After some days spent with the book Python Data Analytics, which was kindly provided to me by Apress for a review, now its time to make it.
So, the book is named “Python Data Analytics” and it provides exactly what it says. It shows you how to use Python step-by-step for Data Analytics. The important libraries in Python – NumPy, Pandas, MatPlotLib are presented in literally step-by-step introduction – from their installation to about 70-80 % of their properties and functions. The step-by-step approach really shows you what to write in the Python shell and what to expect. Furthermore, some mathematical operations (e.g. matrix multiplication) are well explained with pictures.
What a lot of people may not like is the way the book is written – one should copy and paste the code from the book to his PC manually. It is already 21. century outside, if you are writing a programming book, please share your code for everyone. The code, that was shared in the Apress.Com site was really just a tiny part of the one in the book and it was mainly some useless outputs. 🙁 Why did you share it at all? Who needs output of sample tables?

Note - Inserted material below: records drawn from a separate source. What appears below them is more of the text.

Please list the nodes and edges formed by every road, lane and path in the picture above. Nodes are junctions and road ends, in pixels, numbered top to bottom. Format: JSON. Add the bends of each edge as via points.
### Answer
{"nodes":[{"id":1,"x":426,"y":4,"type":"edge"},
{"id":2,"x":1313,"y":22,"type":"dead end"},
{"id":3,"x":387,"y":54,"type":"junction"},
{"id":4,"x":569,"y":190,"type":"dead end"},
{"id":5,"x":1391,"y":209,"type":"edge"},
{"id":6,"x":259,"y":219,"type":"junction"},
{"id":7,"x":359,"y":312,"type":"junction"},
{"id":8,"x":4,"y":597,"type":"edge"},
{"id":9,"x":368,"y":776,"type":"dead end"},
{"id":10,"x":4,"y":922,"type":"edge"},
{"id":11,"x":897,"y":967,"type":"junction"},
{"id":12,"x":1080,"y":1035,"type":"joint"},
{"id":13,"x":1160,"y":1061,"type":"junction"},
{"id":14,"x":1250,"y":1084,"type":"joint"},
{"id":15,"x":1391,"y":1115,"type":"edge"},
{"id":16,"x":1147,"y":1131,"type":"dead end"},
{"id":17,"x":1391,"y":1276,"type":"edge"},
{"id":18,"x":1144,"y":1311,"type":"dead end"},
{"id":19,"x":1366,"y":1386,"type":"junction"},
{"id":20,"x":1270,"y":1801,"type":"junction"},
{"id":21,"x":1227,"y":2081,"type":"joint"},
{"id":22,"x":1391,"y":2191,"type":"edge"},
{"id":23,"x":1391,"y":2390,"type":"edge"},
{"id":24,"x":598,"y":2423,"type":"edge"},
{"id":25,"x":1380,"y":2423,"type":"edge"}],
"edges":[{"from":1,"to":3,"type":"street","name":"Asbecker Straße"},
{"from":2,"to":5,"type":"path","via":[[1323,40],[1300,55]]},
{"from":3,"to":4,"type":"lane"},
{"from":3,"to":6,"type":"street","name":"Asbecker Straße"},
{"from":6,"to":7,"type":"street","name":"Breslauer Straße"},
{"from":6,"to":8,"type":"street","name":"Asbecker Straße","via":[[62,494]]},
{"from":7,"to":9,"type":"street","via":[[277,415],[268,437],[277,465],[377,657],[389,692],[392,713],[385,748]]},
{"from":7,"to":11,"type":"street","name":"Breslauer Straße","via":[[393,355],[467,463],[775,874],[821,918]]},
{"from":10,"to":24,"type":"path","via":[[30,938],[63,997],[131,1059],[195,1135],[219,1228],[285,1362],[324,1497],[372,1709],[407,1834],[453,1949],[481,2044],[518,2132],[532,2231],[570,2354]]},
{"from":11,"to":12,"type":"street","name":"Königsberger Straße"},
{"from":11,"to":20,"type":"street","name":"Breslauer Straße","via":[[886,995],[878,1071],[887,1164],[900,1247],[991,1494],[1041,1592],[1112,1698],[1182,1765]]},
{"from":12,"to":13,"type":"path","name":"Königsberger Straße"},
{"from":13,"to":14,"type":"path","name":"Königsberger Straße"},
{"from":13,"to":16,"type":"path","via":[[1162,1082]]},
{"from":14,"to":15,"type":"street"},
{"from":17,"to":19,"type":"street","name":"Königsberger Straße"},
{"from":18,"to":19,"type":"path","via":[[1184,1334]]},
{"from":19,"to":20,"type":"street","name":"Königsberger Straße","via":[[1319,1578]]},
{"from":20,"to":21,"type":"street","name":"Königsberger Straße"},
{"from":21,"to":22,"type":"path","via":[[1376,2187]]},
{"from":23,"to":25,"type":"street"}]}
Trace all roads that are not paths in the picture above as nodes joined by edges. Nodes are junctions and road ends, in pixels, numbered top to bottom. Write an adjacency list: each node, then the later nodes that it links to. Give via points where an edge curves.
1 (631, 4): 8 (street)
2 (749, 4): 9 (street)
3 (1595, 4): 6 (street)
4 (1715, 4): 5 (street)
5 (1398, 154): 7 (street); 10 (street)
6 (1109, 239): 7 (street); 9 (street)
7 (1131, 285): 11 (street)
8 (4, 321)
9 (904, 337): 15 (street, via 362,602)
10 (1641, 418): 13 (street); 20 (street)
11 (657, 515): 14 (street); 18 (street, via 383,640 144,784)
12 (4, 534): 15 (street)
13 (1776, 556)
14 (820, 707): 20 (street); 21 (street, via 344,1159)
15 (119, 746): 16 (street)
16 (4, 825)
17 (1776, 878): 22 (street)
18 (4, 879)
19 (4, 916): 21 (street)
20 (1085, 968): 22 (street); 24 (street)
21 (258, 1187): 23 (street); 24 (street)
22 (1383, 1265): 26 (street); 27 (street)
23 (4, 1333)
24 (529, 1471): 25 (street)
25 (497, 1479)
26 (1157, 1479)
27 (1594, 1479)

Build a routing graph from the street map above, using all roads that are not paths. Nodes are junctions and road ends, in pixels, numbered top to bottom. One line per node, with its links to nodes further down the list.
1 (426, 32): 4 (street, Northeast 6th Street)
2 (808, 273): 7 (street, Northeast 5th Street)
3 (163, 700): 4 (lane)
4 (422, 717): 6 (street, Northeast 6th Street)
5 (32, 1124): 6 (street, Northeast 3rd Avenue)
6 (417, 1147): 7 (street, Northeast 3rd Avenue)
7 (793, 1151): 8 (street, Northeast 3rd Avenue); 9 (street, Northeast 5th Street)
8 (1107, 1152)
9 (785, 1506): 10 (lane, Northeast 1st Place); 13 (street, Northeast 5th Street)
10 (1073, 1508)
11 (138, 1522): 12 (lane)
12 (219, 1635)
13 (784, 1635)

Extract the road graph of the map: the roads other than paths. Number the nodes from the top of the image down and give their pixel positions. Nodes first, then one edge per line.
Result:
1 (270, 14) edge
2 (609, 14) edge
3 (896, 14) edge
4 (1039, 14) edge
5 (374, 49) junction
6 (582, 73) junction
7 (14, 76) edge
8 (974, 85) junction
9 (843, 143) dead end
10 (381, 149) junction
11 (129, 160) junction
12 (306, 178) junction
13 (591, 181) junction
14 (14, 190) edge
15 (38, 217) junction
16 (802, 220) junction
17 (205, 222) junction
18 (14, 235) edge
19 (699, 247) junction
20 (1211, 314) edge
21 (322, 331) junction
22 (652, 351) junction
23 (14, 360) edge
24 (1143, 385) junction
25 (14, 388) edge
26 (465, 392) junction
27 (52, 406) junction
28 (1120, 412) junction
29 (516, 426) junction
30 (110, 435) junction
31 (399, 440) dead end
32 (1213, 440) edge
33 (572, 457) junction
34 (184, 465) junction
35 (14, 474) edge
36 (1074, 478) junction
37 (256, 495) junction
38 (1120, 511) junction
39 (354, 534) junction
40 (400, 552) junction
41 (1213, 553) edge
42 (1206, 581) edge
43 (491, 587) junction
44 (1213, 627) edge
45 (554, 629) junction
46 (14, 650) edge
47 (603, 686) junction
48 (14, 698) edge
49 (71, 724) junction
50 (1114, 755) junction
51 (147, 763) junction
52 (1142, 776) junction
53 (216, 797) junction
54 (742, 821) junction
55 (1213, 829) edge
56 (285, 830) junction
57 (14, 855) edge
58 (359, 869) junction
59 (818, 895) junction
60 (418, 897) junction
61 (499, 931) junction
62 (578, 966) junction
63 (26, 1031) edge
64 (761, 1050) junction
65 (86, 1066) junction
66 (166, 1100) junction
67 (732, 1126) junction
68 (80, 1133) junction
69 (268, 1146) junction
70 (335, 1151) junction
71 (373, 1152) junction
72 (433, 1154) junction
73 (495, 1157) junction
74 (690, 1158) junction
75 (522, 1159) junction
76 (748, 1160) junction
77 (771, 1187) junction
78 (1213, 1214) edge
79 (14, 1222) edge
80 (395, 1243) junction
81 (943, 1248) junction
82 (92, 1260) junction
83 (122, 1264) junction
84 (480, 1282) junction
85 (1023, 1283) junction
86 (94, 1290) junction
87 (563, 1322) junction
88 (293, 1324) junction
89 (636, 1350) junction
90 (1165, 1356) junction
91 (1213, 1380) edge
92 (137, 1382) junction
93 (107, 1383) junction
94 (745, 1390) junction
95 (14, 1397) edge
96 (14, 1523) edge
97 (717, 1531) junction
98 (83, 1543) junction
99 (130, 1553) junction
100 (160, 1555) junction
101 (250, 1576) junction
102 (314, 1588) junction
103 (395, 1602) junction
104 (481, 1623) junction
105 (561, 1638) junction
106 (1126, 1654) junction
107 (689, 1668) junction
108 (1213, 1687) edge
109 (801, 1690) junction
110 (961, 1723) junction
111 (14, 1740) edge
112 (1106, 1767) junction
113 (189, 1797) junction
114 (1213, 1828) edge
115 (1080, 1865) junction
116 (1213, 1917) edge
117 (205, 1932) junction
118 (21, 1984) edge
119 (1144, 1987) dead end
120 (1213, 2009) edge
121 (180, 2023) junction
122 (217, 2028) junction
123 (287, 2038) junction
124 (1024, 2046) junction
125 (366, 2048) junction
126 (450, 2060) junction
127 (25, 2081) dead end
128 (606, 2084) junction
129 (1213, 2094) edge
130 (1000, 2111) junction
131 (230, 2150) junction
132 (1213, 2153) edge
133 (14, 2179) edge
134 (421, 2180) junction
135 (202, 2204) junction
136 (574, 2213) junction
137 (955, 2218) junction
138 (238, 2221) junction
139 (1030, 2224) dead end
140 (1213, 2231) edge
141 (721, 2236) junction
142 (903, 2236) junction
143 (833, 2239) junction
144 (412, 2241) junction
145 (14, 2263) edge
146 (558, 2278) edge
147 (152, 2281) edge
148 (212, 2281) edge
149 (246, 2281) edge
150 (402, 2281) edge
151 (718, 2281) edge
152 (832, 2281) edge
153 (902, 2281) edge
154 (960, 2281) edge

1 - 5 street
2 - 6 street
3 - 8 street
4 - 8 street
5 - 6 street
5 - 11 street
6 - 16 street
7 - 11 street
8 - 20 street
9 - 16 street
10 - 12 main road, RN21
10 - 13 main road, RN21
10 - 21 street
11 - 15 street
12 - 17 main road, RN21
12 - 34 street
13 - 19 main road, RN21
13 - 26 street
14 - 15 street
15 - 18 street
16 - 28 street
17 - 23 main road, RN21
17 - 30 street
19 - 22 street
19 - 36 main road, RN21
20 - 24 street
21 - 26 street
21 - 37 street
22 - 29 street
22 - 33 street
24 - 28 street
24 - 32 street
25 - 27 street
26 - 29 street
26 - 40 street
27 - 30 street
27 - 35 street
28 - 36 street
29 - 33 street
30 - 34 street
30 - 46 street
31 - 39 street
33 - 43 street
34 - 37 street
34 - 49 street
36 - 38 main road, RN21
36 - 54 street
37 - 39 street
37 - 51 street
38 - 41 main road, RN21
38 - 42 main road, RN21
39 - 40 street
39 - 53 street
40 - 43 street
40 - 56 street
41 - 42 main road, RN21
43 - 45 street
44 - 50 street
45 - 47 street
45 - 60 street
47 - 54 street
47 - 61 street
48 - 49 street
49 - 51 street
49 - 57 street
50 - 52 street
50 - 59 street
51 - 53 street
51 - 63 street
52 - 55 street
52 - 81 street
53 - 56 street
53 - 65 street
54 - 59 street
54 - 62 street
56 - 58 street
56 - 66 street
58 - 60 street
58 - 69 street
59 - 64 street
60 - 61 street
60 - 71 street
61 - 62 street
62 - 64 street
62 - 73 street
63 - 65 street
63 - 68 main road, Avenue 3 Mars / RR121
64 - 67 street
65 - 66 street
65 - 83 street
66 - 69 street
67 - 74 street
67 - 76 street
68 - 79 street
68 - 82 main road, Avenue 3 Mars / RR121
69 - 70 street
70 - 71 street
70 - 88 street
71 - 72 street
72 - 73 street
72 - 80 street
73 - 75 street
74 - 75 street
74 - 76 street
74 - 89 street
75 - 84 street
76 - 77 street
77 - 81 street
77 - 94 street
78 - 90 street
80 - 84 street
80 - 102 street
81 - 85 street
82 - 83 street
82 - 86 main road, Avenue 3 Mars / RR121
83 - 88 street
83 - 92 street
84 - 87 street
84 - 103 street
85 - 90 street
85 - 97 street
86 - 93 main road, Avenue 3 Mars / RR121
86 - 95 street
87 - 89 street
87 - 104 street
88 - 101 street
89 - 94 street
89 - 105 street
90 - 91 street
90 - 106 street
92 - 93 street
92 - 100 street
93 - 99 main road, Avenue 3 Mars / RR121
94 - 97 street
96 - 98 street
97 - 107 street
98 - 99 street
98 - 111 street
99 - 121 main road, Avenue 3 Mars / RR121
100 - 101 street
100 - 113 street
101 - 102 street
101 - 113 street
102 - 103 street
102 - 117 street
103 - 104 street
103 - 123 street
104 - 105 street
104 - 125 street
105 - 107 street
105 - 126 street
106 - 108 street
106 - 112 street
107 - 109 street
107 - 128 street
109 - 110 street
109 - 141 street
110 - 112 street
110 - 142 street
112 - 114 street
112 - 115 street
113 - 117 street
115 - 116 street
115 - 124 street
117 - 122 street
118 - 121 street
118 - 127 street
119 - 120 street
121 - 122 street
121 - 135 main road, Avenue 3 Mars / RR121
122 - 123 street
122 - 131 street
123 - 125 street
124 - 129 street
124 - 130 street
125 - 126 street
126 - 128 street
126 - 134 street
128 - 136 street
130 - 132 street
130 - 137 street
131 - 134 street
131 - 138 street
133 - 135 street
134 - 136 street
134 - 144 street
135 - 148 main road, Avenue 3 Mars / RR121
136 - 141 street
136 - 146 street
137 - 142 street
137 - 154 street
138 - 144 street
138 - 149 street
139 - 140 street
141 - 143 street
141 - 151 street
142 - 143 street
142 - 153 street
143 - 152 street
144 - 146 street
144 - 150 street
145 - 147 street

Furthermore, the first chapter looks like a copy-paste from an introduction of a mediocre master thesis. It reminded me of mine. 🙂 At the end of the hate section – there is a whole appendix with Mathematical Expressions with LaTeX, containing 10 pages. This would have been really useful … 25 years ago (I am repeating myself – its 2015 outside, anyone who uses LaTeX probably can use search engines as well). The time when the books were ending at the end with copied libraries must be over. Or I have thought so.
So, at the end of the review, let’s summarize. Although the hate section is quite larger than the review one, I should ask myself whether I learnt something from the book. The answer is positive – the chapters with NumPy, Pandas, Reading and Writing Data and MatPlotLib were useful for me (these are more than 80% of the book, which is quite ok). The example with the meteorological data was nice to see. And the step-by-step approach in the building of these chapters was useful. If only the code of all these was available online, my experience would have been better. And if the first chapter was reduced by 80% and the LaTeX appendix was deleted.
The verdict – if you need Python for data analysis this book is quite ok. With step by step approach, you will become fluent in what you write (that is probably the only bonus from the fact that you do not get the code available online).